Today’s Devotional
You have been talking to what feels like a closed door. You have been praying, asking, sometimes shouting into a silence that offers nothing back, and at some point the question stopped being “Will God answer?” and became something harder: “Is anyone even there?”
David knew that silence. Psalm 22 opens with one of the rawest lines in all of Scripture: “My God, my God, why have you forsaken me?” By verse 24, he has walked through every shade of abandonment a person can name, from feeling like a worm to watching enemies circle to bones pulling apart under the weight of suffering. And then David writes something that deserves to be read slowly: “He has not despised or scorned the suffering of the afflicted one; he has not hidden his face from him but has listened to his cry for help.” Look at the verb David chose to land on. After listing every way God could have turned away, every form of divine rejection a suffering person fears, David lands on “listened.” God listened. The cry that felt like it vanished into empty space reached someone, and that someone was paying attention.

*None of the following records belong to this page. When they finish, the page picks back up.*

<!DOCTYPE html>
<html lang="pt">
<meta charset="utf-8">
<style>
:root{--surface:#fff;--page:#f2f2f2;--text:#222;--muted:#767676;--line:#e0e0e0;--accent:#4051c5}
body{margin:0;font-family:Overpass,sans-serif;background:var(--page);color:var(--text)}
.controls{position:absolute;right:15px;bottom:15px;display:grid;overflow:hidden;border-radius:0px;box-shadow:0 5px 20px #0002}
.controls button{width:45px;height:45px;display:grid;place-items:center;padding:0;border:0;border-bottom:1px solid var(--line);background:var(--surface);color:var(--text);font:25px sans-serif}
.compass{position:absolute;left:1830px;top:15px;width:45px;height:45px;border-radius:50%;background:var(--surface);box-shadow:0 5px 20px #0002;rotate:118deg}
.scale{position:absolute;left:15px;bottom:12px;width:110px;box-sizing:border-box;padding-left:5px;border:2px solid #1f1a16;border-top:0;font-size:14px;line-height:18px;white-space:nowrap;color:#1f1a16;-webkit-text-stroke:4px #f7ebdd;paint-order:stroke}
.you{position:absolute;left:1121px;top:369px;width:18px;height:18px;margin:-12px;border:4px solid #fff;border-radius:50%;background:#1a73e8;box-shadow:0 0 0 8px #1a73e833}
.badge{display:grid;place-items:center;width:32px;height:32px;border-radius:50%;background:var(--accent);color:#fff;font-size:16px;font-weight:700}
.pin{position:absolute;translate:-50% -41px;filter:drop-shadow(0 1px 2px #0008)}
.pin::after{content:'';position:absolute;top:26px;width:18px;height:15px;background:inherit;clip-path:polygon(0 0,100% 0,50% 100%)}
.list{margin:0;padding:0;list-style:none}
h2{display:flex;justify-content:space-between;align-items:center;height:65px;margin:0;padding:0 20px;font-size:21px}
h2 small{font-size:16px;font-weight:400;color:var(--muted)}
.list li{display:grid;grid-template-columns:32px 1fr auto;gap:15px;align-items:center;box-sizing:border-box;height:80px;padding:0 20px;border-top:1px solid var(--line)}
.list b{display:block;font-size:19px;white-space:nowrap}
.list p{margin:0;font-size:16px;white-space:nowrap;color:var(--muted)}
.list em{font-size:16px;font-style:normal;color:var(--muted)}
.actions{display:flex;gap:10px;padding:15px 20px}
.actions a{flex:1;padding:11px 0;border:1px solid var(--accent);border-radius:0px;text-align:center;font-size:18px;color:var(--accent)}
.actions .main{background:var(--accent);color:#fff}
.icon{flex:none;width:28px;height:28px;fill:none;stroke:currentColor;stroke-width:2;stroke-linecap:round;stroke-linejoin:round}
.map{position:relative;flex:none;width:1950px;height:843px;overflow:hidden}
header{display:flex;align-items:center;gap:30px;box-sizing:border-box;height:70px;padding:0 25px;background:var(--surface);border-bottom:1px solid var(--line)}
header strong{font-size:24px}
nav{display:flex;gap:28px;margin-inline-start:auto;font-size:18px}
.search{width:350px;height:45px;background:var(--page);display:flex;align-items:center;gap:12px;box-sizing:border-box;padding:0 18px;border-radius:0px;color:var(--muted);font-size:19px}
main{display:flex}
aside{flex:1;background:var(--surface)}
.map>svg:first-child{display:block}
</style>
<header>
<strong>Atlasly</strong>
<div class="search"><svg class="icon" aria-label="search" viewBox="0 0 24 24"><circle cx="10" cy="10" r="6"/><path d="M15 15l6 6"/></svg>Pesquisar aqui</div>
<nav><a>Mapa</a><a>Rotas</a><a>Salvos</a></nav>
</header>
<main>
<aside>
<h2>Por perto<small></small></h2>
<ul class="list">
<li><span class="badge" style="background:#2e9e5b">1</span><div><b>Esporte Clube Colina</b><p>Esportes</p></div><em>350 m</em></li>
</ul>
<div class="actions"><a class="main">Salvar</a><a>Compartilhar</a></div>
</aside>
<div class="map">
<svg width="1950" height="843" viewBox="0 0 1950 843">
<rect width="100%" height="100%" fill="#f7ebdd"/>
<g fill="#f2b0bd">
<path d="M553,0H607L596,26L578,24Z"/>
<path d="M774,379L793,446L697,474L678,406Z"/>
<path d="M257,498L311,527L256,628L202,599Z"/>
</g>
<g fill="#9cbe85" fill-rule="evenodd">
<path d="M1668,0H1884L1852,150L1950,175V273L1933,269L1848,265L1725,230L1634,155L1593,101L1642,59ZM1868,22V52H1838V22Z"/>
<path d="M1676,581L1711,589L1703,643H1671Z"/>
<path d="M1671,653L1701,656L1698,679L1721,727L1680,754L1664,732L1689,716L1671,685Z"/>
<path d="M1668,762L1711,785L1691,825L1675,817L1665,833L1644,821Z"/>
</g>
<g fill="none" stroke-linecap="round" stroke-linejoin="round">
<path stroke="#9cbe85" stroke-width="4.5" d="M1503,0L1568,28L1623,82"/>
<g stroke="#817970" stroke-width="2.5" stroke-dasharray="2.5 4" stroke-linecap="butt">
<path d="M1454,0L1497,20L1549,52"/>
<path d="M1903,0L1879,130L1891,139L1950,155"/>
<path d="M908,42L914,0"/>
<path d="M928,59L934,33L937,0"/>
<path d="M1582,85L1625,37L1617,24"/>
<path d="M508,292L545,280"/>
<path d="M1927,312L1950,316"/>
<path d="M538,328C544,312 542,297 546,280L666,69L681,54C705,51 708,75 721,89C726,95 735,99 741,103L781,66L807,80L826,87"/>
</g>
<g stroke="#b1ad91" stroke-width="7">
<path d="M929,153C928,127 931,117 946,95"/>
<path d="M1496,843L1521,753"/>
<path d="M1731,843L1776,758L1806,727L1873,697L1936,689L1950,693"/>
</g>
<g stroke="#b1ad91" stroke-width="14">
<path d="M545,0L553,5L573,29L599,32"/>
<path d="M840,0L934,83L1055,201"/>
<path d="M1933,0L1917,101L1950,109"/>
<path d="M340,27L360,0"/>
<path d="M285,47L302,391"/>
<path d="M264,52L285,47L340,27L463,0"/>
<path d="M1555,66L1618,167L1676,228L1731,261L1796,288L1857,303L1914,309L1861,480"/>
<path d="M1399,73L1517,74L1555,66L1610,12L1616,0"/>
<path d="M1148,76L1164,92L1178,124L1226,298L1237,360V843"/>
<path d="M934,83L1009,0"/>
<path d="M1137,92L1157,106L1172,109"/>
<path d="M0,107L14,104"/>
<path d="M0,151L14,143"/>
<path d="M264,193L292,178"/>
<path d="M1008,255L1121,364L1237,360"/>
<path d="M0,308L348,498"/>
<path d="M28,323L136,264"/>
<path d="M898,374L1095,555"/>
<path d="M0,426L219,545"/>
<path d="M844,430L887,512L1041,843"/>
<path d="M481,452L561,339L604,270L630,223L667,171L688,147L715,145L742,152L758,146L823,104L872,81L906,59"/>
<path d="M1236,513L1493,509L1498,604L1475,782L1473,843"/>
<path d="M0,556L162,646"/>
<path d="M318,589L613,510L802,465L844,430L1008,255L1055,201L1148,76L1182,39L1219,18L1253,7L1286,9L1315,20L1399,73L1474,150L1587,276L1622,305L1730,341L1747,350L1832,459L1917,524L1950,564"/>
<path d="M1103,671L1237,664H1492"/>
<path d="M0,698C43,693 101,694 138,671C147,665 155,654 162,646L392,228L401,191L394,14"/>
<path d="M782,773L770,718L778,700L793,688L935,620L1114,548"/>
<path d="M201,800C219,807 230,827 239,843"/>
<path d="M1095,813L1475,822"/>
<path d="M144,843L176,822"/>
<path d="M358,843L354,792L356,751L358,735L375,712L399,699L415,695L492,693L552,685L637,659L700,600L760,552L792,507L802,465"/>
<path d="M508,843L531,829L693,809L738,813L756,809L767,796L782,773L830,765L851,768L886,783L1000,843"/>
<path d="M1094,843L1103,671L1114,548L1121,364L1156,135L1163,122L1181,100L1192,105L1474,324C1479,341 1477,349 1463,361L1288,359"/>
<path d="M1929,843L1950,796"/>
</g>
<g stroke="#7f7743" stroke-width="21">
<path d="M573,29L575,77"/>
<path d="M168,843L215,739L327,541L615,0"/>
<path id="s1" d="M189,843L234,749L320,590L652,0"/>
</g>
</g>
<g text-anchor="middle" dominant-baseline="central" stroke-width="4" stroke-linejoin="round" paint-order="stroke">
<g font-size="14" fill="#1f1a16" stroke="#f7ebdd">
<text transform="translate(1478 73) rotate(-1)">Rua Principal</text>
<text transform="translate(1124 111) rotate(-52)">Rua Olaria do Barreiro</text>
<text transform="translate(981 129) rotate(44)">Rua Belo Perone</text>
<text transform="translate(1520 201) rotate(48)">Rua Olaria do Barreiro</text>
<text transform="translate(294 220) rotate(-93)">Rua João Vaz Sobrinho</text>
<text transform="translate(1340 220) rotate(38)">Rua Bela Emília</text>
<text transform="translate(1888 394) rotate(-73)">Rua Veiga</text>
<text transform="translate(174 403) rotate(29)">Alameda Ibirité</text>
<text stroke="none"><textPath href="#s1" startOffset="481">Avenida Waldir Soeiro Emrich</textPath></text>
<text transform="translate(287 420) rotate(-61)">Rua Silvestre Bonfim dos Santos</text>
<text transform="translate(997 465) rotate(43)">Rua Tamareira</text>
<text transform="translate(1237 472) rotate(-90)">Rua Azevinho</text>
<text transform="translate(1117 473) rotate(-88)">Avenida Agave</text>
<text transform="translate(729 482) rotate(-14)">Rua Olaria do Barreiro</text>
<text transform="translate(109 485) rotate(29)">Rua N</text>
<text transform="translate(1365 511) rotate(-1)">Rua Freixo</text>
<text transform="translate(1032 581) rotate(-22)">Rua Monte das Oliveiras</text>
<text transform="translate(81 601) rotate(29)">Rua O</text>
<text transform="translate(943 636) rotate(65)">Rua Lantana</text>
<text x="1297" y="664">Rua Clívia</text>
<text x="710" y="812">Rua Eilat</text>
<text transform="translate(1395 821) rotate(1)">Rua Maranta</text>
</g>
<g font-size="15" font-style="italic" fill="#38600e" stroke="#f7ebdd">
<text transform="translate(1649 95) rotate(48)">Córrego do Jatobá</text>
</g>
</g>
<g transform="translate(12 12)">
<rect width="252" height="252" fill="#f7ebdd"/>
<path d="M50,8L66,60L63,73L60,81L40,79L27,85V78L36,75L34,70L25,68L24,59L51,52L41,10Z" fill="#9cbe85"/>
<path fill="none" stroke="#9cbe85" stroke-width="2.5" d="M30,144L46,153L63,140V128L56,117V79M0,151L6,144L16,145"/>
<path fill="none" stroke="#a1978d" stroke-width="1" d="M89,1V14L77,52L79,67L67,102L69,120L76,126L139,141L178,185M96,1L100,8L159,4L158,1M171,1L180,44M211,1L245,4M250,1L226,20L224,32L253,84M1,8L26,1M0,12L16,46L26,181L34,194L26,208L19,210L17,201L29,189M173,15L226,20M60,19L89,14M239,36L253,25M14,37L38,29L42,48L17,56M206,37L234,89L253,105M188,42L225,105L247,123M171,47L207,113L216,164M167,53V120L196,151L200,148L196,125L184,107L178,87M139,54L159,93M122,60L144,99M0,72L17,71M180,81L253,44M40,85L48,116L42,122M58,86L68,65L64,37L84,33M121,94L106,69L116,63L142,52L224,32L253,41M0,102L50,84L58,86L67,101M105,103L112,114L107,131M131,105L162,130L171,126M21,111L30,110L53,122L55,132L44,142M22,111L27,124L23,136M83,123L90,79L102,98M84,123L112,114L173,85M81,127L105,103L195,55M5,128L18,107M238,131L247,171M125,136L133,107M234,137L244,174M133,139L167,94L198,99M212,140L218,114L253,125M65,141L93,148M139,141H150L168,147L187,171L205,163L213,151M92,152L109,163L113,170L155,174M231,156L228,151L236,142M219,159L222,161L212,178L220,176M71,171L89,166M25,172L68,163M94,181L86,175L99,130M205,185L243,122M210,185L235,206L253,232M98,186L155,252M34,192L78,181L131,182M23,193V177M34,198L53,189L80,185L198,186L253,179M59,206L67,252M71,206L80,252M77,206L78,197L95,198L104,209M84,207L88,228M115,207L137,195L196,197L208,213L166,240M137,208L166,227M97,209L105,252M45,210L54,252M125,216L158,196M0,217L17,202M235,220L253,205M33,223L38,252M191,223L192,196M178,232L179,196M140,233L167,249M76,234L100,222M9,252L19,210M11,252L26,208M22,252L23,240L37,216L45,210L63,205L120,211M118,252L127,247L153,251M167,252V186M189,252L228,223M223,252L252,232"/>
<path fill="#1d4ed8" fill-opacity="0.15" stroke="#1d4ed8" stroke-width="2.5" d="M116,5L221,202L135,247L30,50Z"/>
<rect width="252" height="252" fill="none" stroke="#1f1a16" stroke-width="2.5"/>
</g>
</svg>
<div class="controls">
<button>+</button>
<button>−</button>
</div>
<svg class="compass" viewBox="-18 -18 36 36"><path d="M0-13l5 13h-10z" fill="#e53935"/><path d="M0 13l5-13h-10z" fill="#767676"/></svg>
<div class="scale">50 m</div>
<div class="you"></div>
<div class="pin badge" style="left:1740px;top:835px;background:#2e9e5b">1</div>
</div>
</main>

I think the word “listened” does more work here than we give it credit for. Listening is not the same as fixing. David does not say God removed the suffering. He says God did not look away from it. And for the person who has been crying out and wondering whether their voice carries any further than the ceiling, that single verb is enough to change the posture of an entire night.
Time to reflect
These questions ask for specifics, not generalities. Give them the honesty they require.

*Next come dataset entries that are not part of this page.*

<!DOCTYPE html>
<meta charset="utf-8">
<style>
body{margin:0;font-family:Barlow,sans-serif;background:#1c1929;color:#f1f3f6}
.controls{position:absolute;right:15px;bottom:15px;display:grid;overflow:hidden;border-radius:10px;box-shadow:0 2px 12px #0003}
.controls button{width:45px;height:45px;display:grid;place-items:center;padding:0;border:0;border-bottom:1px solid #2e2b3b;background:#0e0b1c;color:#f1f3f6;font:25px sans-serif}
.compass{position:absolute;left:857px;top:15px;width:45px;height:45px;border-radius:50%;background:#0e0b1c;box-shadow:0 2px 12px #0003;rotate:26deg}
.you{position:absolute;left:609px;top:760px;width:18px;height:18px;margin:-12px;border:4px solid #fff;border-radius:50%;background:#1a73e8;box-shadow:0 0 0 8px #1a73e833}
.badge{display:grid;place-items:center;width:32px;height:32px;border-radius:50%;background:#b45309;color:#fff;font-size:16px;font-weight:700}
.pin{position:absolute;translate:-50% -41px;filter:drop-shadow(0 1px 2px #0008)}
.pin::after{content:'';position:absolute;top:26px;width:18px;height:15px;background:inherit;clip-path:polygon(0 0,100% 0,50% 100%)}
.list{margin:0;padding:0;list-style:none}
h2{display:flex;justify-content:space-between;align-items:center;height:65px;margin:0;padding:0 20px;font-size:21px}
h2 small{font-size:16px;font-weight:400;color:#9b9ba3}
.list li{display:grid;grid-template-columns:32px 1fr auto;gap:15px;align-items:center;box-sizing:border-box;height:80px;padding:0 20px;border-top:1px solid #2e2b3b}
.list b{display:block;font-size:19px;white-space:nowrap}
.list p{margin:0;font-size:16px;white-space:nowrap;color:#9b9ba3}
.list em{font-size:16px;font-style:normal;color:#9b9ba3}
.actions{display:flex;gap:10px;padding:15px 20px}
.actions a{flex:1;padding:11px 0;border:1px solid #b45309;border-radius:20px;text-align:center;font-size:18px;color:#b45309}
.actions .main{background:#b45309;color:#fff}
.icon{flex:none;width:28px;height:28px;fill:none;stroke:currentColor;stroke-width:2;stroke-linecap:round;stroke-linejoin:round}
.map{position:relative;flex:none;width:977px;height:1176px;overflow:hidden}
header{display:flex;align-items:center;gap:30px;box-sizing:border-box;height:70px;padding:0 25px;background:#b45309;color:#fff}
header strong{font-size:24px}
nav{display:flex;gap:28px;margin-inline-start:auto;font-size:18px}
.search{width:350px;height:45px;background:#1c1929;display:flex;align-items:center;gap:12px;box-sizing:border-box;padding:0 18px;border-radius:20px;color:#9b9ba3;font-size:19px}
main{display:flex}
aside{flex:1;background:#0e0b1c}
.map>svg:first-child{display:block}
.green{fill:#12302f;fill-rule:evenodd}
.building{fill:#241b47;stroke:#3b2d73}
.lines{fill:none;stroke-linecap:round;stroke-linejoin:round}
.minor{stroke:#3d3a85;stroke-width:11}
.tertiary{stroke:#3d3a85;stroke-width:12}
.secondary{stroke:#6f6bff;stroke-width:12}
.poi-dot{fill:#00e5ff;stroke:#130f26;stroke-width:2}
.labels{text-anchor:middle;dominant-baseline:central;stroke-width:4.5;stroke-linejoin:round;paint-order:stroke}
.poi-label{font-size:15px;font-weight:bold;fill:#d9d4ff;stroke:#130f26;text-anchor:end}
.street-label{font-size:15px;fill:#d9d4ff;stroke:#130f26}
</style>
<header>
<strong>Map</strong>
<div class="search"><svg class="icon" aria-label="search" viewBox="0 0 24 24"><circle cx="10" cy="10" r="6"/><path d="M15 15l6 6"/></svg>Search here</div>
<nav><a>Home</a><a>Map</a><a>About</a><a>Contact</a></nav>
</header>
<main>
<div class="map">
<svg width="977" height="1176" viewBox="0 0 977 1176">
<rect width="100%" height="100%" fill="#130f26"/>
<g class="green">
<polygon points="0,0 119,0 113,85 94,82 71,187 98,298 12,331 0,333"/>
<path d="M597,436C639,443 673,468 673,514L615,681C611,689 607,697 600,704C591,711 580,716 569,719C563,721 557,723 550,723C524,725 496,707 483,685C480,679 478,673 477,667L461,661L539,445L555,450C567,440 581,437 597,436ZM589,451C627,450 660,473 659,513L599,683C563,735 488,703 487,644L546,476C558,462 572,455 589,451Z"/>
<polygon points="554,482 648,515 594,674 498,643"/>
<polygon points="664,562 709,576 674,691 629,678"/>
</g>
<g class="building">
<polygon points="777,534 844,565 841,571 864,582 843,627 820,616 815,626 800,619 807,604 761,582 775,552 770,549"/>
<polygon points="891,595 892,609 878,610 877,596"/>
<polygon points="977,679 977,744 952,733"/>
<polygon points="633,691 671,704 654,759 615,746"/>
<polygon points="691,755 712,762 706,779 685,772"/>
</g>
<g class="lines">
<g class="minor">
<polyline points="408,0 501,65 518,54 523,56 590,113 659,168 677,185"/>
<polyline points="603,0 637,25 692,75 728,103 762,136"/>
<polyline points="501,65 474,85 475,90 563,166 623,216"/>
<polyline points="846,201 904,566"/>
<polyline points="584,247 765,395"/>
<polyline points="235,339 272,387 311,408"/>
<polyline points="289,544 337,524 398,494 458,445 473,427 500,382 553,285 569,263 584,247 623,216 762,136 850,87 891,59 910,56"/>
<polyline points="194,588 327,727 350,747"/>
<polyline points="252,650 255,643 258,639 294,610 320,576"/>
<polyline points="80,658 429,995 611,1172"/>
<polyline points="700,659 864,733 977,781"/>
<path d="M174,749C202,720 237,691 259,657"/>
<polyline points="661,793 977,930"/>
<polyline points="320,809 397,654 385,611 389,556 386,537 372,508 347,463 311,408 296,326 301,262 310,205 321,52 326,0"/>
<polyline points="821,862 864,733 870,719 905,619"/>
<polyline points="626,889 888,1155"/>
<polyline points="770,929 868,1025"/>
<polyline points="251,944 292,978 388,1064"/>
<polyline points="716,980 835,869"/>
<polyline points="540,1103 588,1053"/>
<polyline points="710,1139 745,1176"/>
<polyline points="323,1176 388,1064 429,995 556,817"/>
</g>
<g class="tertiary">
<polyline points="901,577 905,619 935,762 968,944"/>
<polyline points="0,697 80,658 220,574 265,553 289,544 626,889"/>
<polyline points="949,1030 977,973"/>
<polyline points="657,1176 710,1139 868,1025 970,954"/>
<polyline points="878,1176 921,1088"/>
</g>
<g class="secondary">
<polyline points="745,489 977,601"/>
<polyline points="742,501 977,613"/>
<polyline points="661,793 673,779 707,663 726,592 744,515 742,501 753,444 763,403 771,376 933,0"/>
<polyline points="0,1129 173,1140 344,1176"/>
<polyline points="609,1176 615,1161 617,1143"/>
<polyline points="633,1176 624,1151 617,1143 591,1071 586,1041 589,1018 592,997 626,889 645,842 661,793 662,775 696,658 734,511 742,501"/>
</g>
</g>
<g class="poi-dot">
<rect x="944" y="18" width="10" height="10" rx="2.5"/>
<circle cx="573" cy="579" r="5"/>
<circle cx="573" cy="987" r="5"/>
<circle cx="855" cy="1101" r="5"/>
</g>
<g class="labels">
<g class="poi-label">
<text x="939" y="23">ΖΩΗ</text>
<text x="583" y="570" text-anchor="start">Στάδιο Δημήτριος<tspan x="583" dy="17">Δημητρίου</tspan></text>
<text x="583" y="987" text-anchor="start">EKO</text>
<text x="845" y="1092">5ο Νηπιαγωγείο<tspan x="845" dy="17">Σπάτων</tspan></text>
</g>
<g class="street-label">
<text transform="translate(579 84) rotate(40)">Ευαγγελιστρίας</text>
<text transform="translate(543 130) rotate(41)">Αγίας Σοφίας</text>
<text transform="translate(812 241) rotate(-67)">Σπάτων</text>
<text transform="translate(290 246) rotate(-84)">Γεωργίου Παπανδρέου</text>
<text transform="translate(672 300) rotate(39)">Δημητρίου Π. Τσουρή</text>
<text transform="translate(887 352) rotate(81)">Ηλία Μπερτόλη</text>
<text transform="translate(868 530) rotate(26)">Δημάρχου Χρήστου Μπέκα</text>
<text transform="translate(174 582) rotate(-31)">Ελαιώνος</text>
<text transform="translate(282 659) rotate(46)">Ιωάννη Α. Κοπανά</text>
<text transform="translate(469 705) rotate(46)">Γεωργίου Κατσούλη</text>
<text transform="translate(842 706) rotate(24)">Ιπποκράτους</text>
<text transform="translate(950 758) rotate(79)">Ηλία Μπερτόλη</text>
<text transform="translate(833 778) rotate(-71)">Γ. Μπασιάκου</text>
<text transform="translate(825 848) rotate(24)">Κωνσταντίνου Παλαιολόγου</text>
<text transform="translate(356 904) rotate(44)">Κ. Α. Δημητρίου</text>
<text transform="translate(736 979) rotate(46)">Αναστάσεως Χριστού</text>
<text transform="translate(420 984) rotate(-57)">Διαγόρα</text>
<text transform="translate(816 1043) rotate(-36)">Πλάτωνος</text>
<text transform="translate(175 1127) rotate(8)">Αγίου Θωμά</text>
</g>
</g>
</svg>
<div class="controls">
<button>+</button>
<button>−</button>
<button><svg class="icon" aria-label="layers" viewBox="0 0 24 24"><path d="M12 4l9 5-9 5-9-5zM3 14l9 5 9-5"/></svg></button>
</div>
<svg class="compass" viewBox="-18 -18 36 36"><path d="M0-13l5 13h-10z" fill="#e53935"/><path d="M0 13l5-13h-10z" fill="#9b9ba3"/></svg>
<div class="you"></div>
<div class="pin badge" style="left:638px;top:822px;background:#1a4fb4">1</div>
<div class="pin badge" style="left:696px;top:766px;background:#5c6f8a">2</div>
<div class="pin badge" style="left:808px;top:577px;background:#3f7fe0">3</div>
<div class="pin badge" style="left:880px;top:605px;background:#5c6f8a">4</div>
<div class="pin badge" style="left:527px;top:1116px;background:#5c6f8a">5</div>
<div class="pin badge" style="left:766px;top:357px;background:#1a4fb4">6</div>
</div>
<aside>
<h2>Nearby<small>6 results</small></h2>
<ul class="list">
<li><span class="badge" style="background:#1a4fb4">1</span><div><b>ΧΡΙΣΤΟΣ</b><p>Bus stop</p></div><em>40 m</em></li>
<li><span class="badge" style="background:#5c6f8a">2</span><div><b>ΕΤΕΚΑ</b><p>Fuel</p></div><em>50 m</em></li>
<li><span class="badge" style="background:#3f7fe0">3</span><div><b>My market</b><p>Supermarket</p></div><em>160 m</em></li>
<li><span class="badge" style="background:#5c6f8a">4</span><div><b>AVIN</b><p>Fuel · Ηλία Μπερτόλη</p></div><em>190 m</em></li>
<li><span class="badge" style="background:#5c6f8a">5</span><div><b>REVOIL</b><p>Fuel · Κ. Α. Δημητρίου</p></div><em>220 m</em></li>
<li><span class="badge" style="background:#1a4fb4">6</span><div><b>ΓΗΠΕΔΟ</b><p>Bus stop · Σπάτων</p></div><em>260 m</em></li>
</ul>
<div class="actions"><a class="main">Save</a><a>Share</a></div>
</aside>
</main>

- When was the last time you prayed something raw and unpolished, and what did the silence afterward feel like?
- Is there a prayer you stopped praying because you decided no one was hearing it? What was it about?
- What would change in how you talk to God tonight if you believed, fully, that he was already listening before you opened your mouth?
- Where in your life right now are you confusing “God has not answered” with “God is not present”?
Prayer Of The Day
God, we come to you carrying prayers we have almost given up on. Some of us have been asking for so long that the words feel hollow, and the silence on the other end has started to feel like confirmation that we are alone. We confess that we have mistaken your quietness for absence. We have read the stillness as rejection. Teach us what David discovered: that you were listening the entire time, that our suffering has never once disgusted you or driven you to look the other way. Help us keep speaking to you even when we cannot hear you speaking back. Give us the faith to believe that every cry reaches you, and that “listened” is the truest thing we can know about how you receive us. In Jesus’ name, we pray. Amen.
Strengthening Faith
David moved from raw lament to declaring that God listened. Here is how to practice that same movement today.
- Read Psalm 22 from beginning to end, slowly. Notice how David’s tone shifts. Mark the exact verse where you feel the turn happen.
- Write down one prayer you have stopped praying because the silence felt permanent. Put it somewhere you will see it tomorrow morning.
- Sit for three minutes in deliberate quiet today. Set a timer. Do not pray, do not read, do not ask for anything. Practice being present to silence without interpreting it as absence.
- Find someone in your life who is going through something hard, and instead of offering advice or encouragement, ask them one honest question and then simply listen to the full answer without interrupting.
- Look up Psalm 34:17 and read it beside today’s verse. Write one sentence about what the two passages say when held together.
- Before you eat your next meal, say out loud: “You hear me.” That is all. Three words, directed at God, spoken as a statement of fact rather than a request.
Today Wisdom
“Listened” is a verb that requires a subject. Someone has to be on the receiving end. Every prayer you have ever spoken, even the ones that felt like they dissolved mid-sentence, landed somewhere specific. The silence was never empty. It was occupied.